Avec notre correspondante à Abidjan, Bineta Diagne
Dans un communiqué, plusieurs organisations de la société civile estiment qu’en élisant Christian Adjelou à la tête du Conseil national des Droits de l’Homme, le principe d’« impartialité », inscrit dans l’article 16 de la Loi sur cette institution, n’est pas respecté.
Car Christian Adjelou est un militant du RHDP. Cet engagement politique est incompatible avec cette fonction, affirme Eric-Aimé Semien, le président de l’Organisation ivoirienne des droits de l’homme (OIDH).
« Nous avons une inquiétude. D’abord qu’on prenne l’habitude de mettre en place des institutions en faisant fi des lois. Et ensuite nous sommes très inquiets que cette institution ne soit finalement qu’une caisse de résonance du parti au pouvoir, mettant ainsi en péril l’exercice des libertés publiques », explique-t-il.
« Il doit être impartial, c’est ce qui compte », justifie le gouvernement
« Il faut éviter les procès d’intention et le juger à la tâche », affirme de son côté un militant du RHDP, qui rappelle que Christian Adjelou n’assume aucune fonction officielle au sein du parti aujourd’hui. Même argument évoqué par Amadou Coulibaly, le ministre porte-parole du gouvernement.

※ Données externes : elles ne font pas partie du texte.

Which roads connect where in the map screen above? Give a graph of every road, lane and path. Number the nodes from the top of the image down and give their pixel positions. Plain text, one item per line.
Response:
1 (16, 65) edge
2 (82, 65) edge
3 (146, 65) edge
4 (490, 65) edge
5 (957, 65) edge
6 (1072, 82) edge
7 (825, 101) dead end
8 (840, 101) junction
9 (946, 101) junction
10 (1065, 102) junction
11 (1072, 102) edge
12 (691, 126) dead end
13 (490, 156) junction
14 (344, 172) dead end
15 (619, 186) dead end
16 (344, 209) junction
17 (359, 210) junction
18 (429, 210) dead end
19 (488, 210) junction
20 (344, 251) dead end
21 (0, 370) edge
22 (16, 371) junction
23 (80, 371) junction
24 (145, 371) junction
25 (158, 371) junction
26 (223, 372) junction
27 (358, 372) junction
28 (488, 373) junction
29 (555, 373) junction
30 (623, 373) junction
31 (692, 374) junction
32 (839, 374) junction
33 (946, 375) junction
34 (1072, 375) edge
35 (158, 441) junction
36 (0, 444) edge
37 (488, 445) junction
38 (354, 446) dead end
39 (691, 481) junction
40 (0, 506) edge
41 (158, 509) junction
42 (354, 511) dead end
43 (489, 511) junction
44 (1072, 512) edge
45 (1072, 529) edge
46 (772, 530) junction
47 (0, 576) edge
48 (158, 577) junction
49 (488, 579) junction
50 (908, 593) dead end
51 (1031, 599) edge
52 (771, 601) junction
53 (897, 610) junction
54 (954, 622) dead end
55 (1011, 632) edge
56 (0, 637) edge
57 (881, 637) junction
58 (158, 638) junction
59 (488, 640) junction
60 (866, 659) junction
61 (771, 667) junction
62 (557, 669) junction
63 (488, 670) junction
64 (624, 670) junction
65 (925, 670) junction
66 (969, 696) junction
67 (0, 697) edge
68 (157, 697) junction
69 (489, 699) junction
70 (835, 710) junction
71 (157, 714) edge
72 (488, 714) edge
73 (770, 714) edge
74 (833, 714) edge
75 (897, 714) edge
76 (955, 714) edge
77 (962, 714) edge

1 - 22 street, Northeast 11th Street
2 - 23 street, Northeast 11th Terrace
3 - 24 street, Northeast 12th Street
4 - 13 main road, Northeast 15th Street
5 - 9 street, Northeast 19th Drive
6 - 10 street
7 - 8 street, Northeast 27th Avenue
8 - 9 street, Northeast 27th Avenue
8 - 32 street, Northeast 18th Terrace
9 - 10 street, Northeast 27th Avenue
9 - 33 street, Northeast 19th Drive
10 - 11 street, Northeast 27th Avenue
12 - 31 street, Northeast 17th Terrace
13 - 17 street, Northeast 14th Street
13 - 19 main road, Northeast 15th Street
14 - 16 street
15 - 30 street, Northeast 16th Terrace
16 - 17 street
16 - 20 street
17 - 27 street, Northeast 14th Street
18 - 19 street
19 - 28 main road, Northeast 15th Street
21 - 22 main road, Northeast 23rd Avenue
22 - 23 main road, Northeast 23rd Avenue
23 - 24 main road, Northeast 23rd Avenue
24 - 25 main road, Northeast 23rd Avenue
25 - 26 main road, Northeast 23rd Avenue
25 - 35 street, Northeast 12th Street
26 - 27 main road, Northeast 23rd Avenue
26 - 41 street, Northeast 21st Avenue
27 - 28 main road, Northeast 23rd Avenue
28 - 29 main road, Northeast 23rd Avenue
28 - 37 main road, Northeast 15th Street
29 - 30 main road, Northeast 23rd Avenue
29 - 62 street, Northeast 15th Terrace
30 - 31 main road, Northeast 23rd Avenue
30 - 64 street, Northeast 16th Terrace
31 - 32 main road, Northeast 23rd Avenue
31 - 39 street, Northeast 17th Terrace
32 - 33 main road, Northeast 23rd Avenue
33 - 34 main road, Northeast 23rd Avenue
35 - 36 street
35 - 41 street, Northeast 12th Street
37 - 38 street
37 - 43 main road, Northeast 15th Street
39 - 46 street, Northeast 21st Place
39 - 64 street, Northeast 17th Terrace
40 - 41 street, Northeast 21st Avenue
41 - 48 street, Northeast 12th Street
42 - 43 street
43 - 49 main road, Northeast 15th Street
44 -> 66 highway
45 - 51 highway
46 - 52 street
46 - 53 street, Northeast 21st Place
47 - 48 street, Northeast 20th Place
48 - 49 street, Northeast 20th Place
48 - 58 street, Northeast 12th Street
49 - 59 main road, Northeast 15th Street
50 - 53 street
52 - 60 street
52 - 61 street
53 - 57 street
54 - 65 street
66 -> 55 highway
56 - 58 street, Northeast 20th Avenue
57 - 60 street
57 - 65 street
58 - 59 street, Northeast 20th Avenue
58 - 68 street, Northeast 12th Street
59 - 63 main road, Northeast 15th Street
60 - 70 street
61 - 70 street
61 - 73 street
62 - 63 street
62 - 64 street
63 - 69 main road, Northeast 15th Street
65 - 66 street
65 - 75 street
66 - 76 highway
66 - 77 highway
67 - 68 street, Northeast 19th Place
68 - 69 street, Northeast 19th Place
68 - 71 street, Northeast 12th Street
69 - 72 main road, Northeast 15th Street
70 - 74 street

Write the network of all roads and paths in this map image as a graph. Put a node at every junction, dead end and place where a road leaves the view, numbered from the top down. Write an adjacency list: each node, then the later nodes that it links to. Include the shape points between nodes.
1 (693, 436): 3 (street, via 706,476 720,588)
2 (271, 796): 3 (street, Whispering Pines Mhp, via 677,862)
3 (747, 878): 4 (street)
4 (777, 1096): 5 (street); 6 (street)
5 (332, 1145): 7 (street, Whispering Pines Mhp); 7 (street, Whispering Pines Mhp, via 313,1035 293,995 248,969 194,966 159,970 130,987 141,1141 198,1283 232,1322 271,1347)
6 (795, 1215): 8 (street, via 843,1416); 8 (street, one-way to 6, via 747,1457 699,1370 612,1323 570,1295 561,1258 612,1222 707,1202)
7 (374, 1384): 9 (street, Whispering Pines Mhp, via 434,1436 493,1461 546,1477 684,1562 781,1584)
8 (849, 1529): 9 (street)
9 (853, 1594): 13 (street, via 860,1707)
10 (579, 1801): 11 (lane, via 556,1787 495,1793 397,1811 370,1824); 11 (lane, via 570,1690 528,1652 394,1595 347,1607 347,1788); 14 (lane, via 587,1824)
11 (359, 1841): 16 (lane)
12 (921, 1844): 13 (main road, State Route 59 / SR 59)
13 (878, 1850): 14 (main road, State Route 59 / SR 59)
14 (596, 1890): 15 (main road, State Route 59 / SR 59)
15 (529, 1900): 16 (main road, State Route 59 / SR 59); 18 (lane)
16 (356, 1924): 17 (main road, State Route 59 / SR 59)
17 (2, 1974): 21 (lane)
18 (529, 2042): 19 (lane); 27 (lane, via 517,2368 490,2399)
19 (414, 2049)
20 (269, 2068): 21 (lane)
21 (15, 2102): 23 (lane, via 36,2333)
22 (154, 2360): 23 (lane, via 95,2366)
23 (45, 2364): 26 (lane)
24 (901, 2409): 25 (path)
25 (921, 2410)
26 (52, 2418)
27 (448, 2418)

« Il a pu, par le passé, militer pour un parti politique, c’est un fait. Mais dans l’exercice de sa fonction, il doit être impartial. Et je pense que c’est ce qui compte », indique Amadou Coulibaly.
Autre dysfonctionnement relevé par ces organisations : le non-respect du principe de parité au sein du bureau exécutif du CNDH.